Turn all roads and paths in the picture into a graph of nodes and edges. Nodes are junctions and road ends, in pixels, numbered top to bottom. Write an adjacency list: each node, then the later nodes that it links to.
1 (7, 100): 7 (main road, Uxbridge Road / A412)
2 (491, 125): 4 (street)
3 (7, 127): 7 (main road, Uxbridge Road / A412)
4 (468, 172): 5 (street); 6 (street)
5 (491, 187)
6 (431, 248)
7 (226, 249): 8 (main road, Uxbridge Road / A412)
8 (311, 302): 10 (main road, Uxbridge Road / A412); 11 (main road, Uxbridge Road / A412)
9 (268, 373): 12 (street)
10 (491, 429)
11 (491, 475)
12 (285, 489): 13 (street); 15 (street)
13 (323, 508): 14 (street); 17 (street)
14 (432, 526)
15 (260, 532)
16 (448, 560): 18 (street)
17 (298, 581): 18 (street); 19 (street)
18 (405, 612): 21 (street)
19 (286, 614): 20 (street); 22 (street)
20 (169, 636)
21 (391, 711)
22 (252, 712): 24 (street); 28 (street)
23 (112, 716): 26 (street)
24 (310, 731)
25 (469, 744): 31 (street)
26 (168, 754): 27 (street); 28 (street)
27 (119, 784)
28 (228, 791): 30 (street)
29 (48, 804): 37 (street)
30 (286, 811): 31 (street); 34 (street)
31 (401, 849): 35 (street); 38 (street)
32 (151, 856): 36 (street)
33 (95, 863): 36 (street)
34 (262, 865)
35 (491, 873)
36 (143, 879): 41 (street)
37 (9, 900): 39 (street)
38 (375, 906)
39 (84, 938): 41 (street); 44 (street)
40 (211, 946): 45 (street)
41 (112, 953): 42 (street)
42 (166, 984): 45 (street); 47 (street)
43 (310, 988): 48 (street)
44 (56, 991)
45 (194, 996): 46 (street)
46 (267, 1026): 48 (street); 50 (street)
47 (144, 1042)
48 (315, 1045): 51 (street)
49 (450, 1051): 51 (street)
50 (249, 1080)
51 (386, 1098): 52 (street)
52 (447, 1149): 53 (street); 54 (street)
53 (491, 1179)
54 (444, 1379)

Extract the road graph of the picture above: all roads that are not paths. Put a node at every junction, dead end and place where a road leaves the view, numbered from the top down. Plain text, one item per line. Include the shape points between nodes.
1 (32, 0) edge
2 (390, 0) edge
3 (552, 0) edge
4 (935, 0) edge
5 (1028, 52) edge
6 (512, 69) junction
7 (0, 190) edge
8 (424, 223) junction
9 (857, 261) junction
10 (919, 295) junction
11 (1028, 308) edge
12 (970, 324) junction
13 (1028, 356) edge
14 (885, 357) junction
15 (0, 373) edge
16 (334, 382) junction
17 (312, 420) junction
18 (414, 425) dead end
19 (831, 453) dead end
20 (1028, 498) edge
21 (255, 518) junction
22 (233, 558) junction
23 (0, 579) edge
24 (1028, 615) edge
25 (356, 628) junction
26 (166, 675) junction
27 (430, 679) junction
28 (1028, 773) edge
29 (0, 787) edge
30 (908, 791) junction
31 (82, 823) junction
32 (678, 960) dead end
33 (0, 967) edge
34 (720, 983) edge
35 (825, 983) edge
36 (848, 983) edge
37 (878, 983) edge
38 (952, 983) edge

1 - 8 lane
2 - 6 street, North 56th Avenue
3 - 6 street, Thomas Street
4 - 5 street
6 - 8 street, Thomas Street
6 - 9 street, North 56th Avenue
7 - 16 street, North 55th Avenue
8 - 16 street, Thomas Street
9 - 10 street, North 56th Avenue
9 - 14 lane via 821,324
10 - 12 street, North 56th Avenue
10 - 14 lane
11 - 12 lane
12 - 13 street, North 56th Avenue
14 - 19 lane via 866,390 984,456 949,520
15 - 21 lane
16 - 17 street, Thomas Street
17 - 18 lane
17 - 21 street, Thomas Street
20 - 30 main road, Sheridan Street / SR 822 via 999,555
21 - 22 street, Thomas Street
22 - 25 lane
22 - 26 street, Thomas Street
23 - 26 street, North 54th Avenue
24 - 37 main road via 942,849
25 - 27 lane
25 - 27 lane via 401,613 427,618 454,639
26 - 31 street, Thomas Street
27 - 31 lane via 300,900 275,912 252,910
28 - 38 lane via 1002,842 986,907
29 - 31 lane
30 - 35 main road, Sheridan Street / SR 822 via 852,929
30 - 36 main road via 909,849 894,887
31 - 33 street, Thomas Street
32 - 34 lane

○ ○ ○ ○ ○

* TASK GOAL
Copy the entire listing exactly. Do not skip a line.

* RESULT OF THIS EXERCISE
Turn all roads and paths in the picture into a graph of nodes and edges. Nodes are junctions and road ends, in pixels, numbered top to bottom. Write an adjacency list: each node, then the later nodes that it links to.
1 (7, 100): 7 (main road, Uxbridge Road / A412)
2 (491, 125): 4 (street)
3 (7, 127): 7 (main road, Uxbridge Road / A412)
4 (468, 172): 5 (street); 6 (street)
5 (491, 187)
6 (431, 248)
7 (226, 249): 8 (main road, Uxbridge Road / A412)
8 (311, 302): 10 (main road, Uxbridge Road / A412); 11 (main road, Uxbridge Road / A412)
9 (268, 373): 12 (street)
10 (491, 429)
11 (491, 475)
12 (285, 489): 13 (street); 15 (street)
13 (323, 508): 14 (street); 17 (street)
14 (432, 526)
15 (260, 532)
16 (448, 560): 18 (street)
17 (298, 581): 18 (street); 19 (street)
18 (405, 612): 21 (street)
19 (286, 614): 20 (street); 22 (street)
20 (169, 636)
21 (391, 711)
22 (252, 712): 24 (street); 28 (street)
23 (112, 716): 26 (street)
24 (310, 731)
25 (469, 744): 31 (street)
26 (168, 754): 27 (street); 28 (street)
27 (119, 784)
28 (228, 791): 30 (street)
29 (48, 804): 37 (street)
30 (286, 811): 31 (street); 34 (street)
31 (401, 849): 35 (street); 38 (street)
32 (151, 856): 36 (street)
33 (95, 863): 36 (street)
34 (262, 865)
35 (491, 873)
36 (143, 879): 41 (street)
37 (9, 900): 39 (street)
38 (375, 906)
39 (84, 938): 41 (street); 44 (street)
40 (211, 946): 45 (street)
41 (112, 953): 42 (street)
42 (166, 984): 45 (street); 47 (street)
43 (310, 988): 48 (street)
44 (56, 991)
45 (194, 996): 46 (street)
46 (267, 1026): 48 (street); 50 (street)
47 (144, 1042)
48 (315, 1045): 51 (street)
49 (450, 1051): 51 (street)
50 (249, 1080)
51 (386, 1098): 52 (street)
52 (447, 1149): 53 (street); 54 (street)
53 (491, 1179)
54 (444, 1379)

Extract the road graph of the picture above: all roads that are not paths. Put a node at every junction, dead end and place where a road leaves the view, numbered from the top down. Plain text, one item per line. Include the shape points between nodes.
1 (32, 0) edge
2 (390, 0) edge
3 (552, 0) edge
4 (935, 0) edge
5 (1028, 52) edge
6 (512, 69) junction
7 (0, 190) edge
8 (424, 223) junction
9 (857, 261) junction
10 (919, 295) junction
11 (1028, 308) edge
12 (970, 324) junction
13 (1028, 356) edge
14 (885, 357) junction
15 (0, 373) edge
16 (334, 382) junction
17 (312, 420) junction
18 (414, 425) dead end
19 (831, 453) dead end
20 (1028, 498) edge
21 (255, 518) junction
22 (233, 558) junction
23 (0, 579) edge
24 (1028, 615) edge
25 (356, 628) junction
26 (166, 675) junction
27 (430, 679) junction
28 (1028, 773) edge
29 (0, 787) edge
30 (908, 791) junction
31 (82, 823) junction
32 (678, 960) dead end
33 (0, 967) edge
34 (720, 983) edge
35 (825, 983) edge
36 (848, 983) edge
37 (878, 983) edge
38 (952, 983) edge

1 - 8 lane
2 - 6 street, North 56th Avenue
3 - 6 street, Thomas Street
4 - 5 street
6 - 8 street, Thomas Street
6 - 9 street, North 56th Avenue
7 - 16 street, North 55th Avenue
8 - 16 street, Thomas Street
9 - 10 street, North 56th Avenue
9 - 14 lane via 821,324
10 - 12 street, North 56th Avenue
10 - 14 lane
11 - 12 lane
12 - 13 street, North 56th Avenue
14 - 19 lane via 866,390 984,456 949,520
15 - 21 lane
16 - 17 street, Thomas Street
17 - 18 lane
17 - 21 street, Thomas Street
20 - 30 main road, Sheridan Street / SR 822 via 999,555
21 - 22 street, Thomas Street
22 - 25 lane
22 - 26 street, Thomas Street
23 - 26 street, North 54th Avenue
24 - 37 main road via 942,849
25 - 27 lane
25 - 27 lane via 401,613 427,618 454,639
26 - 31 street, Thomas Street
27 - 31 lane via 300,900 275,912 252,910
28 - 38 lane via 1002,842 986,907
29 - 31 lane
30 - 35 main road, Sheridan Street / SR 822 via 852,929
30 - 36 main road via 909,849 894,887
31 - 33 street, Thomas Street
32 - 34 lane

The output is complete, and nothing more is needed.